Lo peor de todo no es tanto que aparezcan estos signos negativos que no sabemos dominar; lo peor es que puede ocurrir que Jesús no se halle en el corazón, no se le encuentre, aparezca lejano, duerma cuando más falta nos hacía: “Él estaba dormido” (ibid.). Entonces Jesús parece insensible a nuestra necesidad; parece que no le importamos: él duerme mientras nosotros sentimos que estamos a punto de perecer.
Sálvanos, Señor, que perecemos
Nuestra oración en estas circunstancias puede que no sea muy diferente de la de los discípulos que acompañaban a Jesús en la barca: “¡Sálvanos, Señor, que perecemos!” (Mt 8, 25). Esta oración sencilla y dramática podrá ser la nuestra en las ocasiones en las que también nosotros nos vemos abandonados por las fuerzas contrarias a Dios, cuando las pasiones se levantan como olas que amenazan con hundir la barca. Y esa ausencia de Dios puede asumir proporciones desgarradoras para el alma, como fue la experiencia de la Madre Teresa de Calcuta en su noche oscura: “Padre, le decía a su director espiritual, quiero contarle cuánto deseo –cuánto mi alma desea a Dios– lo desea solamente a Él y lo doloroso que es estar sin Él”. Madre Teresa por un período largo de su vida se sintió sin Dios, como abandonada y desolada. ¿Cómo fue su oración en estos momentos? Seguramente también que en ella su oración habrá asumido tonos llenos de dramatismo como la oración de los discípulos, pero también es probable que esta prueba de la fe haya llenado su alma de fortaleza y haya dado a su vida esa luminosidad que se desprendía en su rostro.
La oración es posible, aún en medio de las dificultades
Es posible orar en medio de las tempestades de la vida. Es posible perseverar en la oración aunque el miedo invada nuestro espíritu y lo llene de angustia. Es posible vivir con la convicción de que Dios no nos deja aunque en apariencia parezca como dormido.

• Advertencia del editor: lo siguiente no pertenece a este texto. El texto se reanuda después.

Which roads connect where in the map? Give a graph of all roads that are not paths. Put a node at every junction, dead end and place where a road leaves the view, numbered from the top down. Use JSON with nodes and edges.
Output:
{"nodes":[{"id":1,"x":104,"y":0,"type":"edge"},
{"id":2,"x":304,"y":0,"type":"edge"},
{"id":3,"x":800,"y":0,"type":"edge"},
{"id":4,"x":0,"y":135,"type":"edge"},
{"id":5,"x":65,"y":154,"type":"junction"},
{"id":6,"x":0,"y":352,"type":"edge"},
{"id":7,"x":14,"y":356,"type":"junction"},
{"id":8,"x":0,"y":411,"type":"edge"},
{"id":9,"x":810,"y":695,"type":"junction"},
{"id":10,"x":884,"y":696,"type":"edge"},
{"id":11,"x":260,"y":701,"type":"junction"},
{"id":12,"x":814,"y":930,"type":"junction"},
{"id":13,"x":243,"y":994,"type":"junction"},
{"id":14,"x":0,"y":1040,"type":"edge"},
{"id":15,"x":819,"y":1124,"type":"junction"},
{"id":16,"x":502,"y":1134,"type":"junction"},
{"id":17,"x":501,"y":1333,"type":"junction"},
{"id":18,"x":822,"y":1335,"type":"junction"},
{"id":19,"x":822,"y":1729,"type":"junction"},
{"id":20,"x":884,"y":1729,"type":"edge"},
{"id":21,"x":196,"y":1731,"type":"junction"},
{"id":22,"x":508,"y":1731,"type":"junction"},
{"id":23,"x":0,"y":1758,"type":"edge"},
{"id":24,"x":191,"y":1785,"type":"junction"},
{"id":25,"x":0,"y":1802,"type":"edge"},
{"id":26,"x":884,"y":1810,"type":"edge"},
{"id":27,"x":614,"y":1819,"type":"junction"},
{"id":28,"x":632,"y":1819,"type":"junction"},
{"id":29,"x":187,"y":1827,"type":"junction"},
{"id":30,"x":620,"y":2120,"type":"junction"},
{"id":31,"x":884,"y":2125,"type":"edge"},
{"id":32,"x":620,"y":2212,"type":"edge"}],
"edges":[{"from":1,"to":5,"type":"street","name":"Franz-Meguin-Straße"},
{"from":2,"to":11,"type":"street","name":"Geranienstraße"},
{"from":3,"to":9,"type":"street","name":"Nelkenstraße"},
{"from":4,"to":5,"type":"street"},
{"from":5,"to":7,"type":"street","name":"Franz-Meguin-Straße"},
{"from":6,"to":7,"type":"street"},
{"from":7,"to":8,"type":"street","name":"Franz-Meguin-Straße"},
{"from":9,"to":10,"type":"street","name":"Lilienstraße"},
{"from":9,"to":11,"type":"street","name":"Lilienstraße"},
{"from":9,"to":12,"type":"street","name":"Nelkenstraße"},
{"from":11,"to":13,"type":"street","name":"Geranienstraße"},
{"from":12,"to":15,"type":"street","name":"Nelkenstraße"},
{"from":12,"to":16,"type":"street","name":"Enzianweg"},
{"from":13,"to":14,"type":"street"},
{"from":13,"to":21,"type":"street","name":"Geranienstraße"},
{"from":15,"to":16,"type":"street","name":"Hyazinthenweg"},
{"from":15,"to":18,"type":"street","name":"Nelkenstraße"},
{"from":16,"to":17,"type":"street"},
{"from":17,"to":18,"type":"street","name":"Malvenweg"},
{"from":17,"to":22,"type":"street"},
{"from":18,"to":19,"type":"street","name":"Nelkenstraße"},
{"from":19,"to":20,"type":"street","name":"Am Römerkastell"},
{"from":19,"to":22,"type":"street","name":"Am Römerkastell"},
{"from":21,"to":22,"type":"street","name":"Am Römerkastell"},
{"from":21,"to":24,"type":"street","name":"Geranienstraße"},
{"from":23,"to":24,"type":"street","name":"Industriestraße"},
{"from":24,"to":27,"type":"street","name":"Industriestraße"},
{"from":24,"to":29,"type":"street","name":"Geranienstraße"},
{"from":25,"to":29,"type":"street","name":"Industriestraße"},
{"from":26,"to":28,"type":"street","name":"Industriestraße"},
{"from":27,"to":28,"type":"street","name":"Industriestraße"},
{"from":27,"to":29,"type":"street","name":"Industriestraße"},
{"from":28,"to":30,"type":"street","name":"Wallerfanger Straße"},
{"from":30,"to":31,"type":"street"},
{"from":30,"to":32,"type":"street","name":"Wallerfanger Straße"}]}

En el contacto con el mar comprendemos mejor la majestuosidad de la creación divina y cómo somos pequeños en medio de las aguas. Allí también, en medio de las tempestades que puedan surgir mientras navegamos en el mar de la vida, podremos comprender cómo, aunque Jesús duerma en apariencia, Él nunca nos abandona y ante la oración que nace del corazón en medio de la dificultad para pedirle ayuda, también podemos oír su voz que manda con autoridad calmarse a los vientos y sobrevenir una gran bonanza.
“¡Hombres de poca fe!”, dirá Jesús a sus discípulos, nerviosos y asustados en medio de la tempestad. Entonces el Señor nos invita a creer más y con mayor profundidad. Toda prueba permitida por Dios es una ocasión para que nuestra oración crezca en una fe más intensa, más luminosa, más confiada, más concreta.